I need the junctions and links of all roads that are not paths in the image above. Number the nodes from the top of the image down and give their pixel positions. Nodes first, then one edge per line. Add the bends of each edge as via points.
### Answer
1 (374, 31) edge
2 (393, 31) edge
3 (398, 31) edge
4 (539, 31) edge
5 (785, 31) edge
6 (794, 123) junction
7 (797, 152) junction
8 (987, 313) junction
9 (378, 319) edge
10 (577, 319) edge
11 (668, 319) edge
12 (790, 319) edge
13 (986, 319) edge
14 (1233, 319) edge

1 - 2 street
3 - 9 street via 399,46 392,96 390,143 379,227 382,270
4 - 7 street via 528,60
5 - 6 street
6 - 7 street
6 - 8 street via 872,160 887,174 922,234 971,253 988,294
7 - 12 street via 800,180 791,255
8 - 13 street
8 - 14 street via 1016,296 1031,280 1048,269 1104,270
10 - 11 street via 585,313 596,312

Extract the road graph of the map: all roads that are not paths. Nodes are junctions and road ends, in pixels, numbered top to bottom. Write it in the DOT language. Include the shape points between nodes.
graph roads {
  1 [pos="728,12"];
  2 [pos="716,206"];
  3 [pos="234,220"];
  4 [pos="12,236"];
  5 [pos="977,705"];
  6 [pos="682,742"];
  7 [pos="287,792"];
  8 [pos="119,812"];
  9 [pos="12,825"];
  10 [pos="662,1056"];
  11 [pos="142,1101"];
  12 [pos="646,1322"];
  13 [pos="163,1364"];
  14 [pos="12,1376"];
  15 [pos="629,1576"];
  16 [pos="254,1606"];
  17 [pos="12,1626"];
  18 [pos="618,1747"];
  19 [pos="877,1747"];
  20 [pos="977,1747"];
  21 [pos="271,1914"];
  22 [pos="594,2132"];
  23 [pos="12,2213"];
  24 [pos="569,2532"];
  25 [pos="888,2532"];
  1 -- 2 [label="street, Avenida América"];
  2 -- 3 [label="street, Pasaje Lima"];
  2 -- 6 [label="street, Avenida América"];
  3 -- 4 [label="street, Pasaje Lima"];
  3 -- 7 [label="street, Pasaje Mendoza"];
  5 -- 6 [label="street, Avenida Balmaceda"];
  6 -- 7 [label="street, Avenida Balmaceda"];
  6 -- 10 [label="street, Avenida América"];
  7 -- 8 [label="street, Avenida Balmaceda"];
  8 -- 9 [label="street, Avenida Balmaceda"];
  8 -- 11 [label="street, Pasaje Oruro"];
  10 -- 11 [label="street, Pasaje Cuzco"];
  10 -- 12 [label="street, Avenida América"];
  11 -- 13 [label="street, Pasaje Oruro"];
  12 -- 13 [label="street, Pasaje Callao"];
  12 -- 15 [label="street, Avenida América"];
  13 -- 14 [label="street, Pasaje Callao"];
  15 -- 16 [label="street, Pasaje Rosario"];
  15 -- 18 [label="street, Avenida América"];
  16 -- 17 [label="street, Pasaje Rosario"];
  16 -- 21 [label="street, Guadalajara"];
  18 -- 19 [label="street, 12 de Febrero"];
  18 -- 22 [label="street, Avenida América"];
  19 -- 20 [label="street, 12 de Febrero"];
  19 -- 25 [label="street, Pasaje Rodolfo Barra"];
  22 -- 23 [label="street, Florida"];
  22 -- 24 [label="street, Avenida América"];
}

· · · · · · ·

Your goal = Which lines in the listing have the string "paths"? Pick them out and copy them.

Task response =
I need the junctions and links of all roads that are not paths in the image above. Number the nodes from the top of the image down and give their pixel positions. Nodes first, then one edge per line. Add the bends of each edge as via points.
Extract the road graph of the map: all roads that are not paths. Nodes are junctions and road ends, in pixels, numbered top to bottom. Write it in the DOT language. Include the shape points between nodes.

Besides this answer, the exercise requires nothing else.